I have a friend going through a similar situation. She learned to ride at one barn, wants to lease a horse, and board is too expensive at her barn. She feels horrible about potentially switching to a cheaper place, but you do what you have to do.


----------



## Macslady (Oct 23, 2009)

I would go and talk to the barn you are looking at and make sure that what they offer is what you want. I would give the current barn say 30 - 60 days notice that you will be leaving. Tell them it has to do with the cost involved and increased time in driving to get there when you return to school. Leave on a good note, thank them for everything they have done for you and let them know if things change in the future you would hope to be welcomed back. 

We boarded our horses with a very nice lady and still are there off and on for events. We consider them dear friends and if we ever move back to the city (we are currently renting and keeping our horses with us now) we are welcome to bring them back.


----------



## kathryn (Jan 16, 2009)

Velvet, you definitely bring up some good points.

1. I have most certainly not plateaued with my coach, she is fantastic and I really admire her. Leaving her would absolutely be the hardest part of switching barns. The idea of running into her at shows riding for someone else makes me sad.

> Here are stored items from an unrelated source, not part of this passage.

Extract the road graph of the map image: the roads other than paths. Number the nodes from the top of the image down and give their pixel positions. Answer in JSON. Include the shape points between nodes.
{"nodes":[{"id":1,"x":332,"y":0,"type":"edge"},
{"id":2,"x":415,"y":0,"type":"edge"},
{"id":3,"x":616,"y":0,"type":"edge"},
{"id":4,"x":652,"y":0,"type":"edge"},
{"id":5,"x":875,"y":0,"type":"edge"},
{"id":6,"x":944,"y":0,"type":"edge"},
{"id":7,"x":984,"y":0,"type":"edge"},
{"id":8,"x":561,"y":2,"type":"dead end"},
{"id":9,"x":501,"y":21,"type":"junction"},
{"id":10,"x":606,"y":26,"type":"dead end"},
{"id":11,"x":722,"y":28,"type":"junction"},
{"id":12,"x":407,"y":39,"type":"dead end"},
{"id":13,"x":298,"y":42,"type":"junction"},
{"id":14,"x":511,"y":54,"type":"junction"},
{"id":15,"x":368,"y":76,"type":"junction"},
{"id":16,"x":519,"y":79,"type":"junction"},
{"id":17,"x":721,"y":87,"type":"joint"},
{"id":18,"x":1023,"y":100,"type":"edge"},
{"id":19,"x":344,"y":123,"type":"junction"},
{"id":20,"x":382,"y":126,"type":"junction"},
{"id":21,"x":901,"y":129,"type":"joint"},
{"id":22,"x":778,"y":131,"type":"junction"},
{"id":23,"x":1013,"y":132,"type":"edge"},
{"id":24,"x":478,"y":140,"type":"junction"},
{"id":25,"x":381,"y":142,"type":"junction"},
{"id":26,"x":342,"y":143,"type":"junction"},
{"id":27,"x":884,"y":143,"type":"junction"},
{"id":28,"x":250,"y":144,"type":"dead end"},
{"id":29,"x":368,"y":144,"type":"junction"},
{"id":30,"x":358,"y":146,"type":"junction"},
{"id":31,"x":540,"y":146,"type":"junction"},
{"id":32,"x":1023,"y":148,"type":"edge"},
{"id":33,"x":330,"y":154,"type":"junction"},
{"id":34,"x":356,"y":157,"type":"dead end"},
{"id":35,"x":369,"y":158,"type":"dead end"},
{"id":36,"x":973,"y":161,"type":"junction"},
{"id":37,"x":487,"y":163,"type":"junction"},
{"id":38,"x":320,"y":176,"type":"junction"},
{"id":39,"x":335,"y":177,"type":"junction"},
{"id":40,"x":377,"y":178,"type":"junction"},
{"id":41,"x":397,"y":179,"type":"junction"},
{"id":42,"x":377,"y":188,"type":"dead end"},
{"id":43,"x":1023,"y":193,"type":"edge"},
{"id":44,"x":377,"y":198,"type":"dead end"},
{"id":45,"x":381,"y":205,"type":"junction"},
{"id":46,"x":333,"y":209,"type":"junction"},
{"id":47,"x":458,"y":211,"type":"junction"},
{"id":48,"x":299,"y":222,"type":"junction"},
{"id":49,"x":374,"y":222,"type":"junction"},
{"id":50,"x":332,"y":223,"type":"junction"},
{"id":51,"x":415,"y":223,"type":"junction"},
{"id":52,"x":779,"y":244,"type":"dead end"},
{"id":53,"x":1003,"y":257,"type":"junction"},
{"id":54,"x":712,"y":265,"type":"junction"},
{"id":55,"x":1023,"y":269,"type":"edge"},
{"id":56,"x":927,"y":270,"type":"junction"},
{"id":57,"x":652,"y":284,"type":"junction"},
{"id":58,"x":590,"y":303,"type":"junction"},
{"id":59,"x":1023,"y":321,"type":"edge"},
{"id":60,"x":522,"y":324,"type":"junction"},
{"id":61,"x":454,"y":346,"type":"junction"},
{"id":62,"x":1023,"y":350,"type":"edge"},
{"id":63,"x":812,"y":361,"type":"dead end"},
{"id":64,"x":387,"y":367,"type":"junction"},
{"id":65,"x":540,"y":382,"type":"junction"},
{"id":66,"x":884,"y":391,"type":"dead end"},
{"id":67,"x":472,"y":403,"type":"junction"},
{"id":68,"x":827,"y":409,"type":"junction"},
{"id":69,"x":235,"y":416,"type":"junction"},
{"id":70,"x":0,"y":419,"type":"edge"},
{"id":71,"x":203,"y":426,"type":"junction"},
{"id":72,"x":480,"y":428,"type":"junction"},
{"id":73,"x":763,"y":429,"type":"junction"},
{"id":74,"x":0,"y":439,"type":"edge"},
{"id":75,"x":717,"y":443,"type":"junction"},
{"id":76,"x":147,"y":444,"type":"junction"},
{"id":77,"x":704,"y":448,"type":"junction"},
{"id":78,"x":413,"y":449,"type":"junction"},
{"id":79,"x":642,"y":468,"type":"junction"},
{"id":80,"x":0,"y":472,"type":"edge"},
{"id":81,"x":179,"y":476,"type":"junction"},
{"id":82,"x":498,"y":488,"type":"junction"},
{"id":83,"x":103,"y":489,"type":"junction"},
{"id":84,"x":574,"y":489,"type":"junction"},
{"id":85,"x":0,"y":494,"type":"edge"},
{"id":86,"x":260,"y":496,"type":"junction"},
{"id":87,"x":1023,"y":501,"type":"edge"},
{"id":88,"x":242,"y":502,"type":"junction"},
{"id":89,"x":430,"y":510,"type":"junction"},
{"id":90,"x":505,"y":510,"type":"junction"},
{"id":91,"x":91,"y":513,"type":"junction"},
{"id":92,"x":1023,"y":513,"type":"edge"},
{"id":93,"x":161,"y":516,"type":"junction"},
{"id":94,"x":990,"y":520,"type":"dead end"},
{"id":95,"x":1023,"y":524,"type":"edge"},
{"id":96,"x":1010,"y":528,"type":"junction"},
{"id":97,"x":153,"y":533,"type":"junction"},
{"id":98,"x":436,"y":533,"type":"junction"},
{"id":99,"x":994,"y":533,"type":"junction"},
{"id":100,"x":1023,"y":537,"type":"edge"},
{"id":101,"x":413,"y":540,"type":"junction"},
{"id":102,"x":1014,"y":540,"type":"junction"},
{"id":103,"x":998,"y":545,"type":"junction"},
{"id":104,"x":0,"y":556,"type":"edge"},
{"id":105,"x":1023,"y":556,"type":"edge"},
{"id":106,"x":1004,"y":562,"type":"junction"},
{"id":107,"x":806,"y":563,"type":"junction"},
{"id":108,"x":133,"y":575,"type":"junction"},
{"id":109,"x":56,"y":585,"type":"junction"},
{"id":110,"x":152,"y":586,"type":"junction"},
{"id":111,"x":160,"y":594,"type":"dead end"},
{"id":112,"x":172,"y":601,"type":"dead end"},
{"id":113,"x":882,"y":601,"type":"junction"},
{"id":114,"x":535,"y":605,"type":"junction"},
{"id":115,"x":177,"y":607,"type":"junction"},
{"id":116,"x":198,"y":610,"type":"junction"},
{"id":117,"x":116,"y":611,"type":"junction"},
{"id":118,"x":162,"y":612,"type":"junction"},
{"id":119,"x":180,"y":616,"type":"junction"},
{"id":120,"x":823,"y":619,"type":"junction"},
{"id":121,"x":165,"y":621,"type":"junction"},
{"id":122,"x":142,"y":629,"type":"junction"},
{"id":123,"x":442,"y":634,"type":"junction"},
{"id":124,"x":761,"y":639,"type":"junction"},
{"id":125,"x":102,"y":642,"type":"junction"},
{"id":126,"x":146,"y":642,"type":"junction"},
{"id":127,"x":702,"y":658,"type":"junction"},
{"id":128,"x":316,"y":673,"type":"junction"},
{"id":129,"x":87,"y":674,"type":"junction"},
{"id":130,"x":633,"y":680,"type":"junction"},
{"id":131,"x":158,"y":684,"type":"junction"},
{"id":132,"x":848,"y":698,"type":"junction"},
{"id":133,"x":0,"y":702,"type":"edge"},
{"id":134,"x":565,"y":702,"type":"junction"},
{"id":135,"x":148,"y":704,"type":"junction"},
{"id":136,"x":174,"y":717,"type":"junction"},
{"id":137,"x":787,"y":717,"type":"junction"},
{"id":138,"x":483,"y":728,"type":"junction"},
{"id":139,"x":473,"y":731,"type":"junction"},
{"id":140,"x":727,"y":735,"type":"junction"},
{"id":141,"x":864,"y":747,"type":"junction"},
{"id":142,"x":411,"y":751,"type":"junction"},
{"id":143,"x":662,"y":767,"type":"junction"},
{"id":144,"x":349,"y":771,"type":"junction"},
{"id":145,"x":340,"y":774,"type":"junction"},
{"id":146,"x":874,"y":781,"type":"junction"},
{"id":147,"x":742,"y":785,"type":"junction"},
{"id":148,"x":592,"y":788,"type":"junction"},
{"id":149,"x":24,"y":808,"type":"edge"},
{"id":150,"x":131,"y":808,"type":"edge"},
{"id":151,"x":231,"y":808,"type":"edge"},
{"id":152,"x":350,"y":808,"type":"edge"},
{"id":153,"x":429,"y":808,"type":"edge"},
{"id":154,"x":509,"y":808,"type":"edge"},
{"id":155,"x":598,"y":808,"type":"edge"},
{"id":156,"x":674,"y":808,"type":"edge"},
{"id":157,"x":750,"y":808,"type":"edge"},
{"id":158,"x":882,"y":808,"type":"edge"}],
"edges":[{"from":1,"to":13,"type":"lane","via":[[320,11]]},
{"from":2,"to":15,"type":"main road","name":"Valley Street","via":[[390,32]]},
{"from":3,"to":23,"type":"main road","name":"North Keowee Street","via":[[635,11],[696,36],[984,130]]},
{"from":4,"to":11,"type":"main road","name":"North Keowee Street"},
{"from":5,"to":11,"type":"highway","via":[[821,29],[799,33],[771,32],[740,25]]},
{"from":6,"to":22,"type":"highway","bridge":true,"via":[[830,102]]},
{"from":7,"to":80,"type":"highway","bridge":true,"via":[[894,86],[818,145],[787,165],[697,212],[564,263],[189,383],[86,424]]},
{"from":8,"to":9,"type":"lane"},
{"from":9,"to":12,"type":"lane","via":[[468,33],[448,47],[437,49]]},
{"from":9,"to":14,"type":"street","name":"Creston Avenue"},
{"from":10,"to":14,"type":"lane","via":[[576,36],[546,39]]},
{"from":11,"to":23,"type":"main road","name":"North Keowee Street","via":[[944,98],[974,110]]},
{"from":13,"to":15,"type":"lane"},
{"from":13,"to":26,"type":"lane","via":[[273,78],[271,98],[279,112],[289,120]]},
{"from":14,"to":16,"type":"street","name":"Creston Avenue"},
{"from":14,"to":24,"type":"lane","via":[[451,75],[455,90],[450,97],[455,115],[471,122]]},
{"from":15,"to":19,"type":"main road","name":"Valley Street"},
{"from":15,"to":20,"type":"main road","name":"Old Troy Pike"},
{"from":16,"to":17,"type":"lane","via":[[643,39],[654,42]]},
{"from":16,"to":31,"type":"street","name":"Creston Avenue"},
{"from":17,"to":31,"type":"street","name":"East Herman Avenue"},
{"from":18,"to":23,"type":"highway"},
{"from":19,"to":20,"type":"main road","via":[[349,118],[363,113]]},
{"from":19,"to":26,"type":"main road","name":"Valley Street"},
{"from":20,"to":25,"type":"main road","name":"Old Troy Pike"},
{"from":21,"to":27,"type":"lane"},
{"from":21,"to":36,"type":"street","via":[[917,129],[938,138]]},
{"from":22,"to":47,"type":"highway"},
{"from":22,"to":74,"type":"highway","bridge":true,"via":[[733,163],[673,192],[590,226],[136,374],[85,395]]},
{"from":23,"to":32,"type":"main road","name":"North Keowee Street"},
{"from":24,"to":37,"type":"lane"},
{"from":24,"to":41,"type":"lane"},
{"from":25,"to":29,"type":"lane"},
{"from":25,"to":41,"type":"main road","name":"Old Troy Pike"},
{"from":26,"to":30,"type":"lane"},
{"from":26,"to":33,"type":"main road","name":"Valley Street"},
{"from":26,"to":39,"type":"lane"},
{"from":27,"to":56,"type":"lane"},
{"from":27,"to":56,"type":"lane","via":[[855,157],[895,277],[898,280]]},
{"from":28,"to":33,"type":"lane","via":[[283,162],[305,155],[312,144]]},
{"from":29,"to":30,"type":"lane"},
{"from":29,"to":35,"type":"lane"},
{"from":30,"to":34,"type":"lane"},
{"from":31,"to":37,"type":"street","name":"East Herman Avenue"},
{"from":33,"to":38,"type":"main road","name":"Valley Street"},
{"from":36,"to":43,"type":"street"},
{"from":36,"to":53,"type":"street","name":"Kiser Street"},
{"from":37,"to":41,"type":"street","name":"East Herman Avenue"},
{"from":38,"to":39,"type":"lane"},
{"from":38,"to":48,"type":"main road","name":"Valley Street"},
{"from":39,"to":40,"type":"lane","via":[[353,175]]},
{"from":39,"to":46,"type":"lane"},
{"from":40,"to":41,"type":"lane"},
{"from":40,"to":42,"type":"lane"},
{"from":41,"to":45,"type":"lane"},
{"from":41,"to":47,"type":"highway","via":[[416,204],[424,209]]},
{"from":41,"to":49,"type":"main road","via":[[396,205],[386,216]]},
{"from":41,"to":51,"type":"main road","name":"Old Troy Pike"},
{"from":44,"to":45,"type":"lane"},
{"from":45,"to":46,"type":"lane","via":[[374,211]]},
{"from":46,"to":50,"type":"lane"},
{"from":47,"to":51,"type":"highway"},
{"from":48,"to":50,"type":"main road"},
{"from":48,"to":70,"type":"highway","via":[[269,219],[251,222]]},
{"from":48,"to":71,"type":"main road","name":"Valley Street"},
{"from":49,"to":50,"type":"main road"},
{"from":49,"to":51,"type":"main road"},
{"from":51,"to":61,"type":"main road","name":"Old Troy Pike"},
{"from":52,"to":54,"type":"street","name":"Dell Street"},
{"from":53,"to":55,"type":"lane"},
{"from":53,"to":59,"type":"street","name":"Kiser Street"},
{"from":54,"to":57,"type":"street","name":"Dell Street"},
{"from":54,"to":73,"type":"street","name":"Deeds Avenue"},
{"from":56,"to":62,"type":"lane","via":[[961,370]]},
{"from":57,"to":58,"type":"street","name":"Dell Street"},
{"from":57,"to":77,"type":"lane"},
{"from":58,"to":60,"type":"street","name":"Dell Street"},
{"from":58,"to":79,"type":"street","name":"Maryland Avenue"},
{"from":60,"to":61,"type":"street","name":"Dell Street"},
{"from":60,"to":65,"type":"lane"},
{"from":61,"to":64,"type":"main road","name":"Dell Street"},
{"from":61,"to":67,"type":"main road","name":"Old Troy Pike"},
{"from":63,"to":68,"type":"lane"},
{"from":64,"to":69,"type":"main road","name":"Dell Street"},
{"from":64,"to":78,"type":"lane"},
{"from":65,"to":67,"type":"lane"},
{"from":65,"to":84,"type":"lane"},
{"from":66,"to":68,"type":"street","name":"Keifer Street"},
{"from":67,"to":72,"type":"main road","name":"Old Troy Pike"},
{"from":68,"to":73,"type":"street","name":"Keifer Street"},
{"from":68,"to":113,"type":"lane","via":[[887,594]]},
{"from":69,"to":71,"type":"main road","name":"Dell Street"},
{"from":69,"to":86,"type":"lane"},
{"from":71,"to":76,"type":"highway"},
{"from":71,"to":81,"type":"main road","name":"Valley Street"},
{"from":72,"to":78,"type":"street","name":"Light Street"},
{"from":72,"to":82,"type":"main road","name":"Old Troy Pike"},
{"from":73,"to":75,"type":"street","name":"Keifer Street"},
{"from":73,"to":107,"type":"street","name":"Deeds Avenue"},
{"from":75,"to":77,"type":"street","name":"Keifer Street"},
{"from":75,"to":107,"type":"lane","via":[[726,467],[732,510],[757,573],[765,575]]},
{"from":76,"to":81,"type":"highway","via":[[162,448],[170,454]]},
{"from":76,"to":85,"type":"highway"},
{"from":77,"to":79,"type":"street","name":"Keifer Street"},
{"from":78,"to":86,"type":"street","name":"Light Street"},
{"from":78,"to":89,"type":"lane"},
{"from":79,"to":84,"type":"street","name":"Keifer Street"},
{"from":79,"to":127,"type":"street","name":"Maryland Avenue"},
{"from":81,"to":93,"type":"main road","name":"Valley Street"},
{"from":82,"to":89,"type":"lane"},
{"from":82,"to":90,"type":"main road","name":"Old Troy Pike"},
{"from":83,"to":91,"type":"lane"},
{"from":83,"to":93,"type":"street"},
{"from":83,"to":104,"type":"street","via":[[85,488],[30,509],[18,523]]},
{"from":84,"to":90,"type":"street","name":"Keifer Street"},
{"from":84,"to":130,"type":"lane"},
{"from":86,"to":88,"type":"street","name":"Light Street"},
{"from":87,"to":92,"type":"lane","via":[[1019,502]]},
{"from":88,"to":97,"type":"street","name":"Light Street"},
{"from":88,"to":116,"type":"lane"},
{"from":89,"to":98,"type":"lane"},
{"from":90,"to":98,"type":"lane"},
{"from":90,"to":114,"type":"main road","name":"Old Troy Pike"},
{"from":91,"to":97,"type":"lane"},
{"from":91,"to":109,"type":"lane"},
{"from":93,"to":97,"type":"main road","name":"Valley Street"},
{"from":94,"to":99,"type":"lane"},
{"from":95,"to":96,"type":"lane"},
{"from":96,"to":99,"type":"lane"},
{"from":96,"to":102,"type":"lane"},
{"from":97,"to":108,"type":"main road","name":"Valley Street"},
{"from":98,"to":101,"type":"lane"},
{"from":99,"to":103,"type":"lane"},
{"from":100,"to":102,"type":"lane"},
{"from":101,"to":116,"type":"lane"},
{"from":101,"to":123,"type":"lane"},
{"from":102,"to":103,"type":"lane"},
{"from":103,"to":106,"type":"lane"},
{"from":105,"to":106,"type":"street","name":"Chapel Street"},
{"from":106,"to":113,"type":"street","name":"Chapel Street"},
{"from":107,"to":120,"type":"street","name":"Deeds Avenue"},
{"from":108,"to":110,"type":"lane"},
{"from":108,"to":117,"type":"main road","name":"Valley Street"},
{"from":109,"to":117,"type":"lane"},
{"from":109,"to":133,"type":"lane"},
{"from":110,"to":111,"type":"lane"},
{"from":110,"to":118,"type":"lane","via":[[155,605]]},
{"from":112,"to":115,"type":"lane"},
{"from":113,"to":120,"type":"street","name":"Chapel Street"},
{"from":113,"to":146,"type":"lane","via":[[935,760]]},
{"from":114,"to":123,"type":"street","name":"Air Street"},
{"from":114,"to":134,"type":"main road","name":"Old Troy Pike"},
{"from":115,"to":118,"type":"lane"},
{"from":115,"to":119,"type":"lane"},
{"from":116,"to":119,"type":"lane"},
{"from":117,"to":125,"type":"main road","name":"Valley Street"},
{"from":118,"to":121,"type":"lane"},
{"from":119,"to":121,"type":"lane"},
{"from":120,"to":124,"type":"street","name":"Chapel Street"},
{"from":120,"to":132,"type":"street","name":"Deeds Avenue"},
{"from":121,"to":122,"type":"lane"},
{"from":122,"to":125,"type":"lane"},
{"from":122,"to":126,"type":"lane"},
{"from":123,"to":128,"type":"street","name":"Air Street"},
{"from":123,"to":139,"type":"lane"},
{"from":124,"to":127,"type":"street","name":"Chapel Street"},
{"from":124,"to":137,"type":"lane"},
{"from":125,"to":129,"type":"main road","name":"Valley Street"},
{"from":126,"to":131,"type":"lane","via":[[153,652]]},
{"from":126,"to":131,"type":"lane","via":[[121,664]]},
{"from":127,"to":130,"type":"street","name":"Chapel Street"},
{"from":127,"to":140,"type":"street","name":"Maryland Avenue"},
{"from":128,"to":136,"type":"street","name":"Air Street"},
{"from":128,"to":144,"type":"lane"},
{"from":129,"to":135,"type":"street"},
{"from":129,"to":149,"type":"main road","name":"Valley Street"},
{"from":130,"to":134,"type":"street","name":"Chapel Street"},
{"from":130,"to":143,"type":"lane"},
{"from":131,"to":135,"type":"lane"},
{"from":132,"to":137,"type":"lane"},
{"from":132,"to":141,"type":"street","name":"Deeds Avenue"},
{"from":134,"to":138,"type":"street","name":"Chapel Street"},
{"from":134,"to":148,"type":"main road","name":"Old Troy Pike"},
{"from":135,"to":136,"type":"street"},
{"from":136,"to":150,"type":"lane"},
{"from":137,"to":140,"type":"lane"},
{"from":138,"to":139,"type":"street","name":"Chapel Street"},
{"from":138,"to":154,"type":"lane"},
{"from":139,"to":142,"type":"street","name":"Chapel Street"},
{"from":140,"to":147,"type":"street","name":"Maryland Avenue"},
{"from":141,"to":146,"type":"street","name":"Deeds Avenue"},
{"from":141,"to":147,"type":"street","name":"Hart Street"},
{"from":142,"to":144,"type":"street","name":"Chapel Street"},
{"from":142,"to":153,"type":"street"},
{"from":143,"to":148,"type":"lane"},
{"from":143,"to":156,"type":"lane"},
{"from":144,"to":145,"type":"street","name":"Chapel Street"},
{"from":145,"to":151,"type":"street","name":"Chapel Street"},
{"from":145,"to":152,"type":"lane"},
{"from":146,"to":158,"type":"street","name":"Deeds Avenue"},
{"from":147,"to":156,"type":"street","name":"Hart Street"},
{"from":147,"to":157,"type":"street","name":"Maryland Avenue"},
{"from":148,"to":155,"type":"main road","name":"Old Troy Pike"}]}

2. I think I am going to lease one of the upper level "lesson" horses at my barn. I put lesson in quotes because only very few get to ride him, and two years ago he was showing rated hunters up and down the East Coast, and I think he could take me where I want to go. Also, by leasing him at my barn, I wouldn't go through the hassle of bringing in a horse and signing a year contract and such, so if I did want to leave it would be less drama to not have to bring in a trailer and take my horse away. At the new barn, they have only rated show horses, even for lessons, and their horses seem absolutely incredible. I have always wanted to be the prissiest of hunter princess hahaha, and this seems like the place to go.

3. The lessons are half the price, by that I mean what my barn charges for a half-hour private they charge for an hour private. Lessons at my barn didn't use to be this much, my trainer recently got her own barn on the property. There used to be a different barn in that building, but they moved out and my trainer moved into it with all of her and her student's show horses, and her prices went up. Also, the price for lessons seems quite cheap at this new barn, which is interesting. But at my barn, board is rather cheap. So I think it all evens out in the end.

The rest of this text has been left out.